### BRIEF
A precise copy of the data is required, with every picture left out.

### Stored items
☆ ☆ ☆ ☆

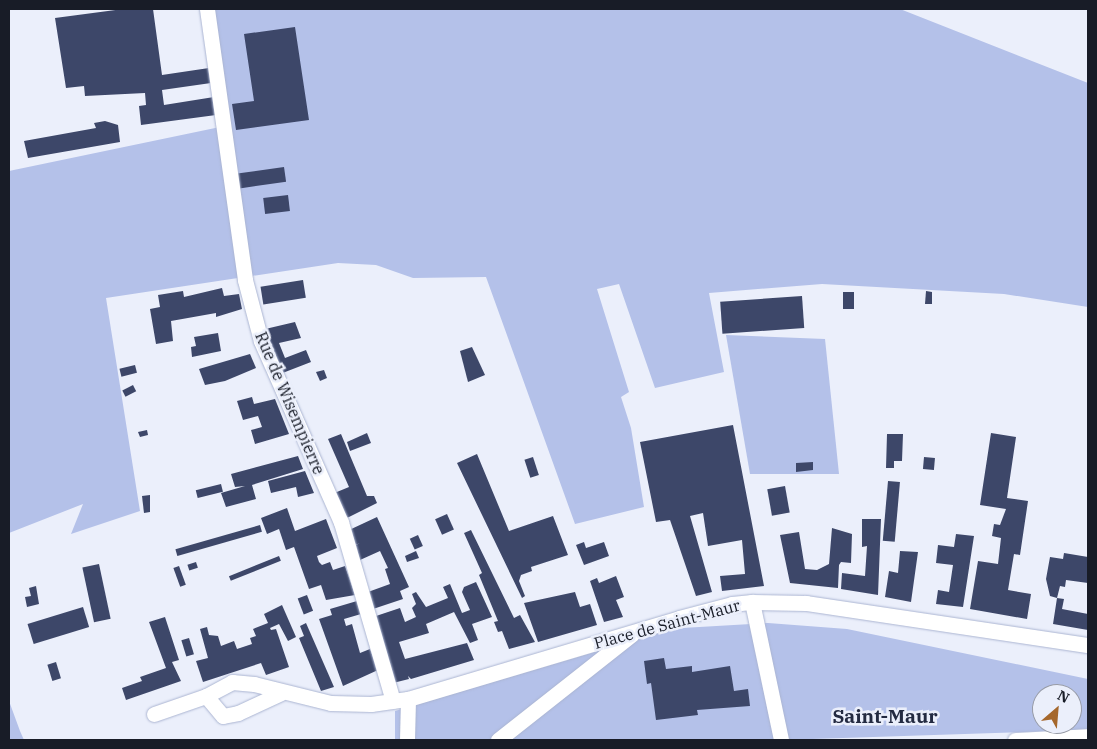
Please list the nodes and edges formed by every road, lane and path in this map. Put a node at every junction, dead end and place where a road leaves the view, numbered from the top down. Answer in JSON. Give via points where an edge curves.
{"nodes":[{"id":1,"x":207,"y":9,"type":"edge"},
{"id":2,"x":752,"y":602,"type":"junction"},
{"id":3,"x":635,"y":631,"type":"junction"},
{"id":4,"x":1088,"y":645,"type":"edge"},
{"id":5,"x":281,"y":692,"type":"junction"},
{"id":6,"x":206,"y":696,"type":"junction"},
{"id":7,"x":400,"y":700,"type":"junction"},
{"id":8,"x":154,"y":714,"type":"dead end"},
{"id":9,"x":1088,"y":736,"type":"edge"},
{"id":10,"x":407,"y":740,"type":"edge"},
{"id":11,"x":498,"y":740,"type":"edge"},
{"id":12,"x":781,"y":740,"type":"edge"},
{"id":13,"x":1015,"y":740,"type":"edge"}],
"edges":[{"from":1,"to":7,"type":"street","name":"Rue de Wisempierre","via":[[245,280],[261,341],[341,522]]},
{"from":2,"to":3,"type":"street","name":"Place de Saint-Maur","via":[[732,604]]},
{"from":2,"to":4,"type":"street","name":"Place de Saint-Maur","via":[[806,603]]},
{"from":2,"to":12,"type":"street"},
{"from":3,"to":7,"type":"street","name":"Place de Saint-Maur"},
{"from":3,"to":11,"type":"street"},
{"from":5,"to":6,"type":"street","name":"Place de Saint-Maur","via":[[232,682]]},
{"from":5,"to":6,"type":"street","via":[[238,713],[223,716]]},
{"from":5,"to":7,"type":"street","name":"Place de Saint-Maur","via":[[331,703]]},
{"from":6,"to":8,"type":"street","name":"Place de Saint-Maur"},
{"from":7,"to":10,"type":"street","name":"Rue de Wisempierre"},
{"from":9,"to":13,"type":"street"}]}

☆ ☆ ☆ ☆

### EXPECTED OUTPUT
Please list the nodes and edges formed by every road, lane and path in this map. Put a node at every junction, dead end and place where a road leaves the view, numbered from the top down. Answer in JSON. Give via points where an edge curves.
{"nodes":[{"id":1,"x":207,"y":9,"type":"edge"},
{"id":2,"x":752,"y":602,"type":"junction"},
{"id":3,"x":635,"y":631,"type":"junction"},
{"id":4,"x":1088,"y":645,"type":"edge"},
{"id":5,"x":281,"y":692,"type":"junction"},
{"id":6,"x":206,"y":696,"type":"junction"},
{"id":7,"x":400,"y":700,"type":"junction"},
{"id":8,"x":154,"y":714,"type":"dead end"},
{"id":9,"x":1088,"y":736,"type":"edge"},
{"id":10,"x":407,"y":740,"type":"edge"},
{"id":11,"x":498,"y":740,"type":"edge"},
{"id":12,"x":781,"y":740,"type":"edge"},
{"id":13,"x":1015,"y":740,"type":"edge"}],
"edges":[{"from":1,"to":7,"type":"street","name":"Rue de Wisempierre","via":[[245,280],[261,341],[341,522]]},
{"from":2,"to":3,"type":"street","name":"Place de Saint-Maur","via":[[732,604]]},
{"from":2,"to":4,"type":"street","name":"Place de Saint-Maur","via":[[806,603]]},
{"from":2,"to":12,"type":"street"},
{"from":3,"to":7,"type":"street","name":"Place de Saint-Maur"},
{"from":3,"to":11,"type":"street"},
{"from":5,"to":6,"type":"street","name":"Place de Saint-Maur","via":[[232,682]]},
{"from":5,"to":6,"type":"street","via":[[238,713],[223,716]]},
{"from":5,"to":7,"type":"street","name":"Place de Saint-Maur","via":[[331,703]]},
{"from":6,"to":8,"type":"street","name":"Place de Saint-Maur"},
{"from":7,"to":10,"type":"street","name":"Rue de Wisempierre"},
{"from":9,"to":13,"type":"street"}]}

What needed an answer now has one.